- _Entries shown_:

____________________

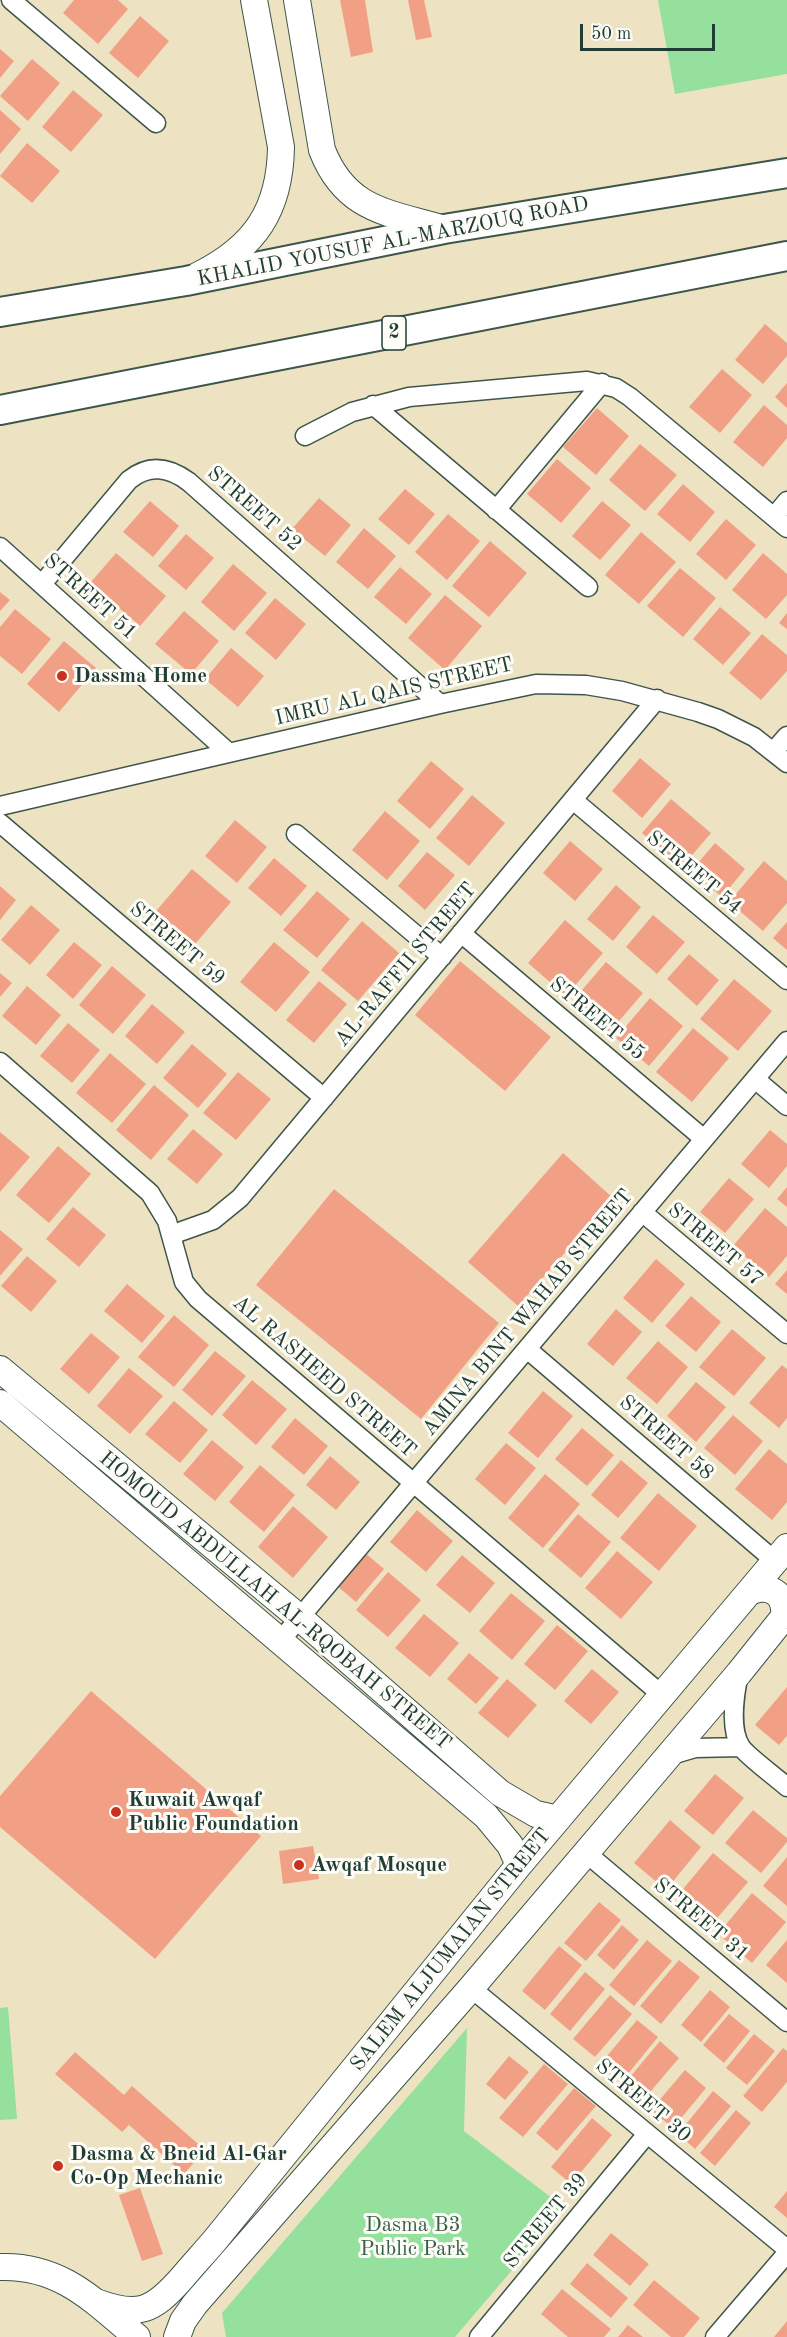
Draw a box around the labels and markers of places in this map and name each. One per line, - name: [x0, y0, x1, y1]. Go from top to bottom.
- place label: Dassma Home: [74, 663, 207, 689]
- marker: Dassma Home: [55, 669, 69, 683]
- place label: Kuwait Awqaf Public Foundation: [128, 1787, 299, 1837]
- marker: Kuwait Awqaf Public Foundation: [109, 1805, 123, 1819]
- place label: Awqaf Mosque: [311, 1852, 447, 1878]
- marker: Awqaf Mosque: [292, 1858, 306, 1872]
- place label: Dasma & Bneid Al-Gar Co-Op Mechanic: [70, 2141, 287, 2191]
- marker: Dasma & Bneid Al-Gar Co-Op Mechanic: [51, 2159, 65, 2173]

____________________

- _Task description_:
Everything in the records that precede this task must be written out again exactly, except the pictures.

- _Your solution_:
Draw a box around the labels and markers of places in this map and name each. One per line, - name: [x0, y0, x1, y1]. Go from top to bottom.
- place label: Dassma Home: [74, 663, 207, 689]
- marker: Dassma Home: [55, 669, 69, 683]
- place label: Kuwait Awqaf Public Foundation: [128, 1787, 299, 1837]
- marker: Kuwait Awqaf Public Foundation: [109, 1805, 123, 1819]
- place label: Awqaf Mosque: [311, 1852, 447, 1878]
- marker: Awqaf Mosque: [292, 1858, 306, 1872]
- place label: Dasma & Bneid Al-Gar Co-Op Mechanic: [70, 2141, 287, 2191]
- marker: Dasma & Bneid Al-Gar Co-Op Mechanic: [51, 2159, 65, 2173]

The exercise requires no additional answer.